Length of the article alone, starting on Page One above the fold, and jumping to Page Four, coupled with what was obviously time-consuming and extensive research into some of the many cases in which Judge Joyce was involved, and how he and his colleagues on the state Superior Court handled them, seemed to augur in favor of significant findings and worthwhile time spent which would shed a welcome and bright light on the case.
But on second glance, and after several re-readings, I was forced to conclude that the article was, to quote the bard of Avon, “full of sound and fury, signifying nothing.” Or at least very little.
I’ve followed the case closely since it’s inception. I couldn’t find any pathway in Pallatella’s story which advanced the fundamental premises of the case. It’s long on mundane facts, but short on conclusive findings.

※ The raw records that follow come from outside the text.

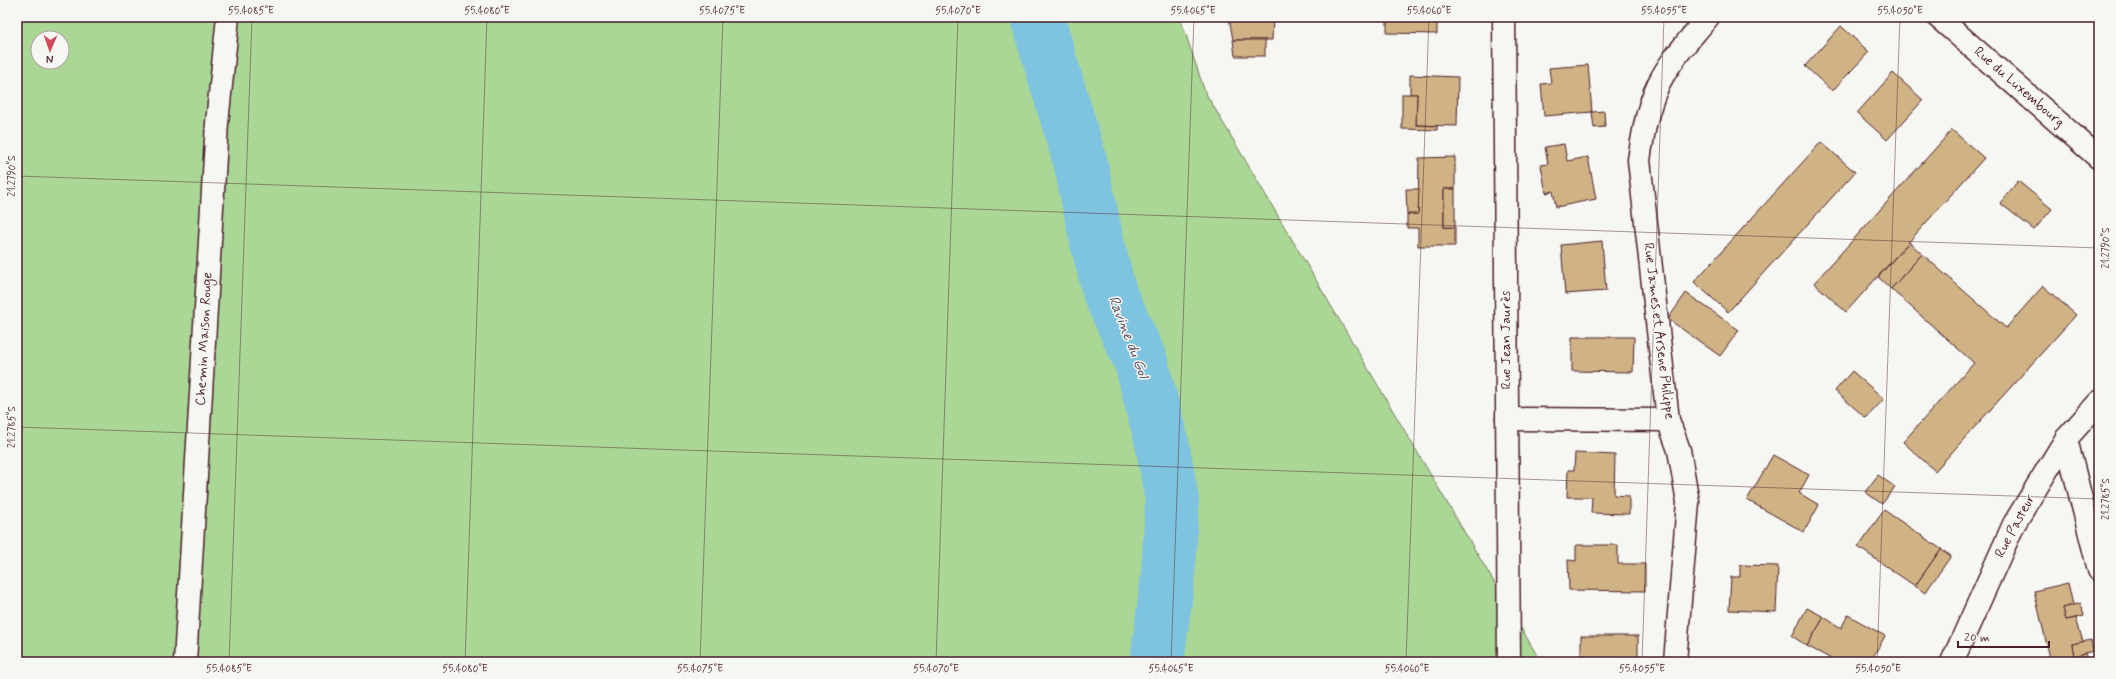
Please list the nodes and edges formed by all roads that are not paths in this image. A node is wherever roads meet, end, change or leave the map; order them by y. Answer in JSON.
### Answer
{"nodes":[{"id":1,"x":228,"y":17,"type":"edge"},
{"id":2,"x":1504,"y":17,"type":"edge"},
{"id":3,"x":1708,"y":17,"type":"edge"},
{"id":4,"x":1939,"y":17,"type":"edge"},
{"id":5,"x":2099,"y":158,"type":"edge"},
{"id":6,"x":2099,"y":402,"type":"edge"},
{"id":7,"x":1507,"y":420,"type":"junction"},
{"id":8,"x":1668,"y":420,"type":"junction"},
{"id":9,"x":2066,"y":439,"type":"junction"},
{"id":10,"x":2099,"y":570,"type":"edge"},
{"id":11,"x":185,"y":662,"type":"edge"},
{"id":12,"x":1509,"y":662,"type":"edge"},
{"id":13,"x":1675,"y":662,"type":"edge"},
{"id":14,"x":1952,"y":662,"type":"edge"}],
"edges":[{"from":1,"to":11,"type":"street","name":"Chemin Maison Rouge"},
{"from":2,"to":7,"type":"street","name":"Rue Jean Jaurès"},
{"from":3,"to":8,"type":"street","name":"Rue James et Arsene Philippe"},
{"from":4,"to":5,"type":"street","name":"Rue du Luxembourg"},
{"from":6,"to":9,"type":"street","name":"Rue Pasteur"},
{"from":7,"to":8,"type":"street"},
{"from":7,"to":12,"type":"street","name":"Rue Jean Jaurès"},
{"from":8,"to":13,"type":"street","name":"Rue James et Arsene Philippe"},
{"from":9,"to":10,"type":"street"},
{"from":9,"to":14,"type":"street","name":"Rue Pasteur"}]}
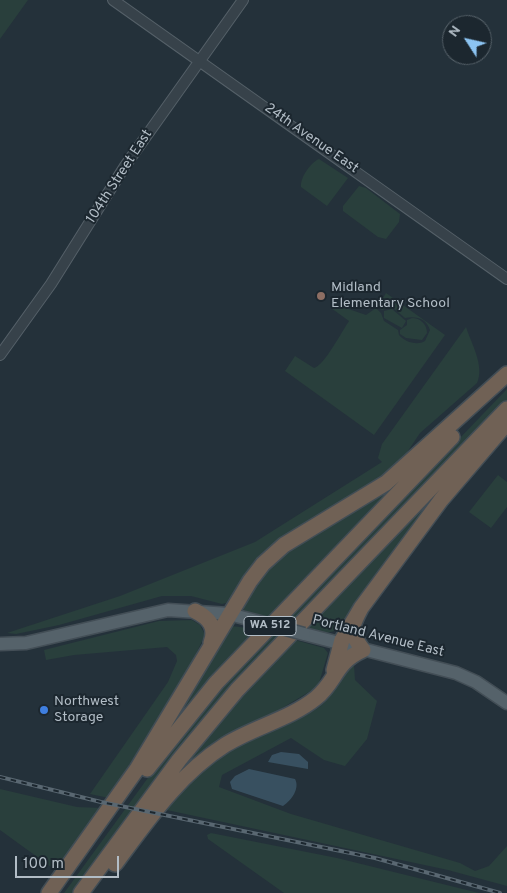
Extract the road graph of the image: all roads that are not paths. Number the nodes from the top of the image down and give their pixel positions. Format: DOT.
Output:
graph roads {
  1 [pos="113,0"];
  2 [pos="242,0"];
  3 [pos="200,60"];
  4 [pos="507,279"];
  5 [pos="0,354"];
  6 [pos="507,374"];
  7 [pos="507,380"];
  8 [pos="507,408"];
  9 [pos="507,424"];
  10 [pos="361,608"];
  11 [pos="195,611"];
  12 [pos="230,614"];
  13 [pos="0,644"];
  14 [pos="341,644"];
  15 [pos="363,650"];
  16 [pos="208,651"];
  17 [pos="331,679"];
  18 [pos="507,703"];
  19 [pos="50,893"];
  20 [pos="56,893"];
  21 [pos="81,893"];
  22 [pos="93,893"];
  1 -- 3 [label="street, 24th Avenue East"];
  2 -- 3 [label="street, 104th Street East"];
  3 -- 4 [label="street, 24th Avenue East"];
  3 -- 5 [label="street, 104th Street East"];
  6 -- 12 [label="highway"];
  7 -- 20 [label="highway, WA 512"];
  8 -- 21 [label="highway, WA 512"];
  9 -- 10 [label="highway"];
  10 -- 14 [label="highway"];
  10 -- 15 [label="highway"];
  11 -- 12 [label="main road, Portland Avenue East"];
  11 -- 13 [label="main road, Portland Avenue East"];
  11 -- 16 [label="highway"];
  12 -- 14 [label="main road, Portland Avenue East, bridge"];
  12 -- 16 [label="highway"];
  14 -- 15 [label="main road, Portland Avenue East"];
  14 -- 17 [label="highway"];
  15 -- 17 [label="highway"];
  15 -- 18 [label="main road, Portland Avenue East"];
  16 -- 19 [label="highway"];
  17 -- 22 [label="highway"];
}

The lead paragraph subtley sets up readers for a finding of culpability on the judge’s part by noting that he “often sided legally with the industry he is now accused of defrauding.” Aha, that lead seems to say, Ed’s got him by the short ones. Read on. But 15 minutes and several thousand words later, we seem to have come full circle, 360 degrees from the beginning back to the beginning again, with nothing resolved along the way.
This is one of those journalistic fishing expeditions in which the reporter/writer begins with a predilection he expects in the end to fulfill, in this case, a series of preconceived rulings on cases before him on which the judge set out prospectively to influence a settlement of his allegedly fraudulent claim magnanimously in his favor.

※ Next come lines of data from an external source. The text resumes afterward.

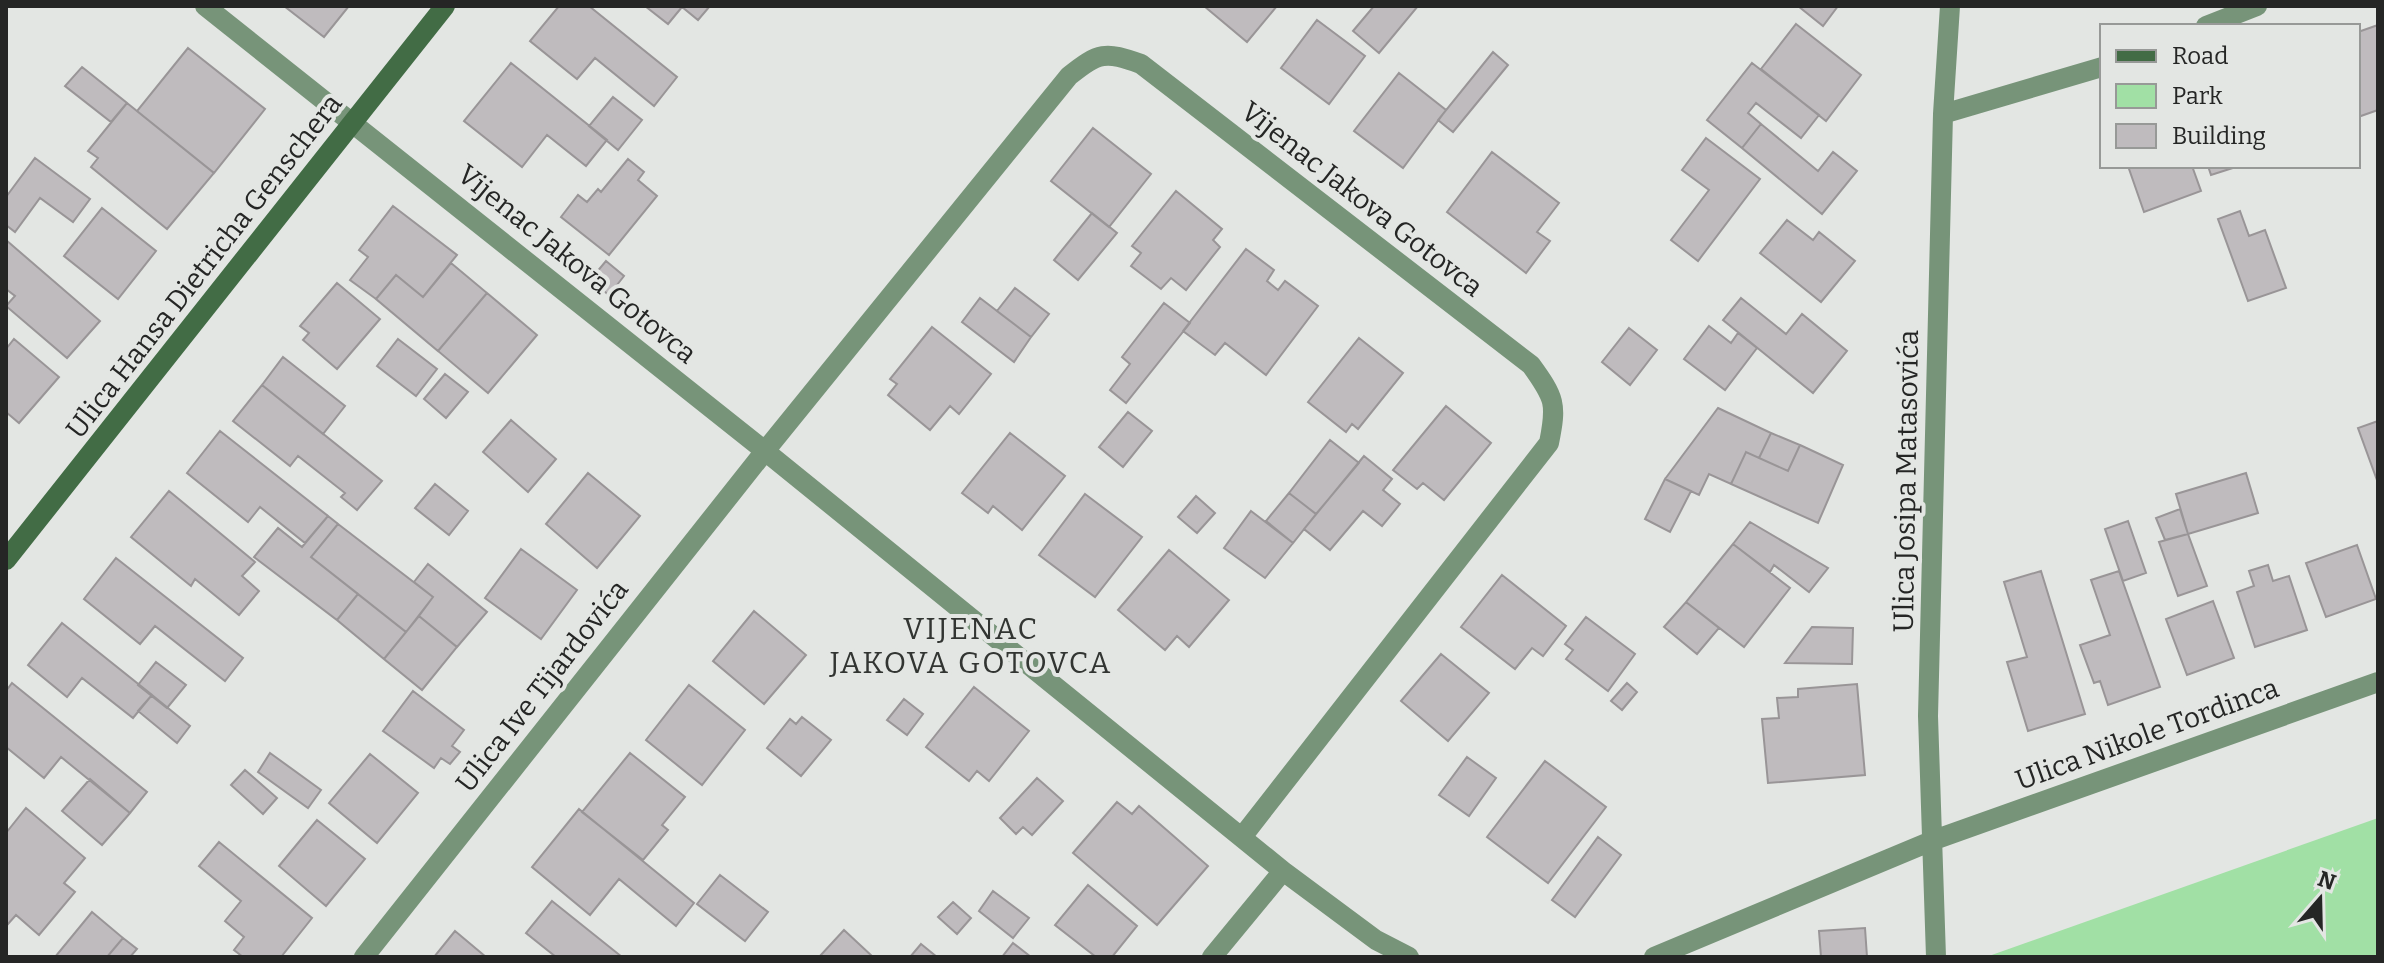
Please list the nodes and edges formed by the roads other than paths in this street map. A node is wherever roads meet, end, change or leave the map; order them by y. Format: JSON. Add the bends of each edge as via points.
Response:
{"nodes":[{"id":1,"x":205,"y":6,"type":"edge"},
{"id":2,"x":445,"y":6,"type":"edge"},
{"id":3,"x":1950,"y":6,"type":"edge"},
{"id":4,"x":2257,"y":6,"type":"edge"},
{"id":5,"x":2211,"y":24,"type":"edge"},
{"id":6,"x":2100,"y":68,"type":"edge"},
{"id":7,"x":1943,"y":114,"type":"junction"},
{"id":8,"x":354,"y":122,"type":"junction"},
{"id":9,"x":765,"y":451,"type":"junction"},
{"id":10,"x":6,"y":560,"type":"edge"},
{"id":11,"x":2378,"y":682,"type":"edge"},
{"id":12,"x":1242,"y":837,"type":"junction"},
{"id":13,"x":1934,"y":840,"type":"junction"},
{"id":14,"x":1283,"y":871,"type":"junction"},
{"id":15,"x":364,"y":957,"type":"edge"},
{"id":16,"x":1212,"y":957,"type":"edge"},
{"id":17,"x":1409,"y":957,"type":"edge"},
{"id":18,"x":1654,"y":957,"type":"edge"},
{"id":19,"x":1936,"y":957,"type":"edge"}],
"edges":[{"from":1,"to":8,"type":"street","name":"Vijenac Jakova Gotovca"},
{"from":2,"to":8,"type":"main road","name":"Ulica Hansa Dietricha Genschera"},
{"from":3,"to":7,"type":"street","name":"Ulica Josipa Matasovića"},
{"from":4,"to":5,"type":"street"},
{"from":6,"to":7,"type":"street"},
{"from":7,"to":13,"type":"street","name":"Ulica Josipa Matasovića","via":[[1928,716]]},
{"from":8,"to":9,"type":"street","name":"Vijenac Jakova Gotovca"},
{"from":8,"to":10,"type":"main road","name":"Ulica Hansa Dietricha Genschera"},
{"from":9,"to":12,"type":"street","name":"Vijenac Jakova Gotovca"},
{"from":9,"to":12,"type":"street","name":"Vijenac Jakova Gotovca","via":[[1069,76],[1091,59],[1114,54],[1141,64],[1531,365],[1548,389],[1555,412],[1549,443]]},
{"from":9,"to":15,"type":"street","name":"Ulica Ive Tijardovića"},
{"from":11,"to":13,"type":"street","name":"Ulica Nikole Tordinca"},
{"from":12,"to":14,"type":"street","name":"Vijenac Jakova Gotovca"},
{"from":13,"to":18,"type":"street"},
{"from":13,"to":19,"type":"street","name":"Ulica Josipa Matasovića"},
{"from":14,"to":16,"type":"street"},
{"from":14,"to":17,"type":"street","name":"Vijenac Jakova Gotovca","via":[[1376,940]]}]}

While it’s true, there was a magnanimous settlement in the judge’s favor (though a terrible outcome), the reporter found no link between it and the judge’s rulings on insurance cases brought before him, even though most of them favored the insurance industry, setting invaluable legal precedents on its behalf.
No link, dammit. No link! That left Ed and his editors with a conundrum. Ed spent countless hours on this story, poring over hundreds, perhaps thousands of pages of court documents in its pursuit, interviewing numerous prominent subjects, ignoring other unrelated stories with potentially meaningful outcomes. But there’s no dramatic denouement here. Plus, the Sunday editor left a big space in the Sunday news hole for the story, with nothing else to fill it at the last minute. Was it all for naught?

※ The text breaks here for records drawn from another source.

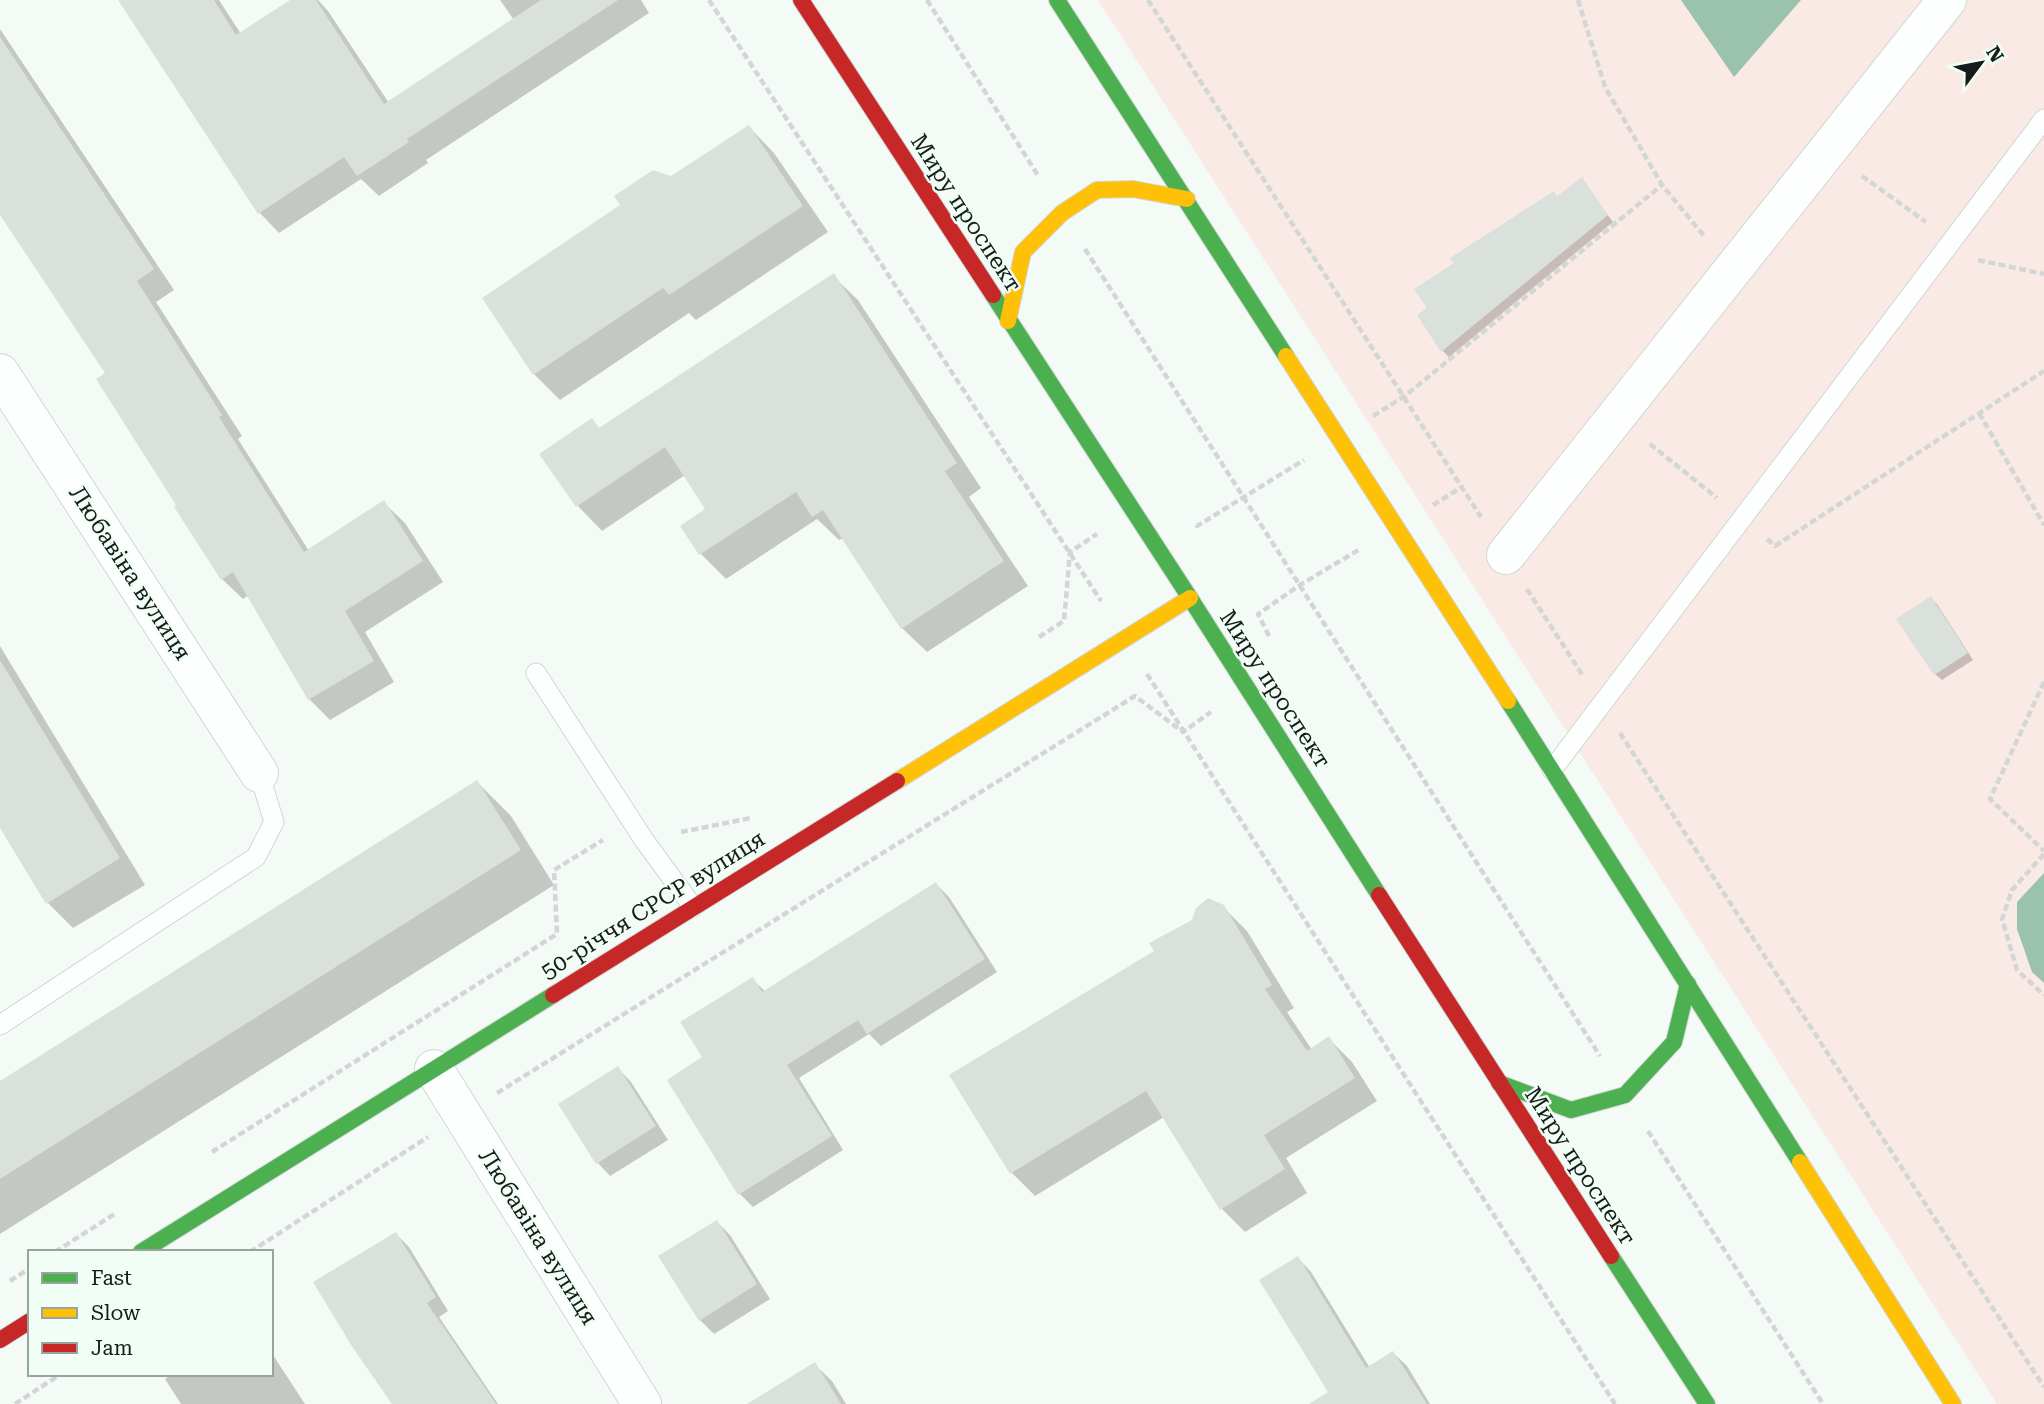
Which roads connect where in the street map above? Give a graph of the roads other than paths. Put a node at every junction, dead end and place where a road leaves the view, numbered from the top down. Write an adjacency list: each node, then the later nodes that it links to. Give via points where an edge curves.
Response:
1 (801, 0): 6 (main road, Миру проспект)
2 (1058, 0): 5 (main road)
3 (1947, 0): 8 (street)
4 (2044, 119): 11 (lane)
5 (1187, 199): 6 (main road, via 1133,189 1097,190 1062,213 1023,252); 11 (main road)
6 (1008, 321): 9 (main road, Миру проспект)
7 (0, 373): 12 (street, Любавіна вулиця)
8 (1506, 555)
9 (1189, 598): 13 (main road, 50-річчя СРСР вулиця); 17 (main road, Миру проспект)
10 (536, 673): 13 (lane, via 643,840)
11 (1552, 770): 14 (main road)
12 (259, 773): 15 (lane, via 274,822 256,857)
13 (693, 907): 16 (main road, 50-річчя СРСР вулиця)
14 (1688, 984): 17 (main road, via 1674,1042 1625,1095 1570,1110); 23 (main road)
15 (0, 1025)
16 (434, 1069): 18 (main road, 50-річчя СРСР вулиця); 21 (street, Любавіна вулиця)
17 (1499, 1083): 22 (main road, Миру проспект)
18 (144, 1250)
19 (28, 1322): 20 (main road)
20 (0, 1340)
21 (642, 1404)
22 (1707, 1404)
23 (1953, 1404)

Wait, someone says. The story is long. It’s detailed. It’s a liberal education on the operation of the state Superior Court. It’s well written. It has lots of quotes from important people. We know it doesn’t mean anything, but if we give it top play, maybe nobody will notice.
Sorry, folks. The emperor has no clothes.
The one aspect of the case which cries for enlightenment, and which Pallatella ignores once again in this most recent of his series of writings on this important matter, is why he has never identified or interviewed the driver of the Ford Explorer which rear-ended Judge Joyce’s Mercedes, leading to his unexamined claim and munificent settlements.
Surely that driver, whoever he or she is, could provide some compelling insight into the judge’s behavior and conduct in the wake of the accident, or perhaps even contradict his version of events.
Is it possible, for example that Judge Joyce not only fabricated the extent of his injuries, if he did, but also deliberately caused the other driver to collide with his vehicle in order to set up his allegedly fraudulent insurance claims? That’s a growing trend in auto insurance fraud in some venues. If the judge were capable of fabricating the fraudulent aftermath of the “accident,” why not the accident itself?
Despite his indefatigable inquiries into this case, Pallatella seems to be intent upon avoiding what may be the most significant question it raises.
Finally, it’s poor form to separate the accused’s assertion of innocence from the first mention of the charges against him, as Pallatella did here. The former should follow directly on the heels of the latter, and should have been in the lead or second paragraph of this story.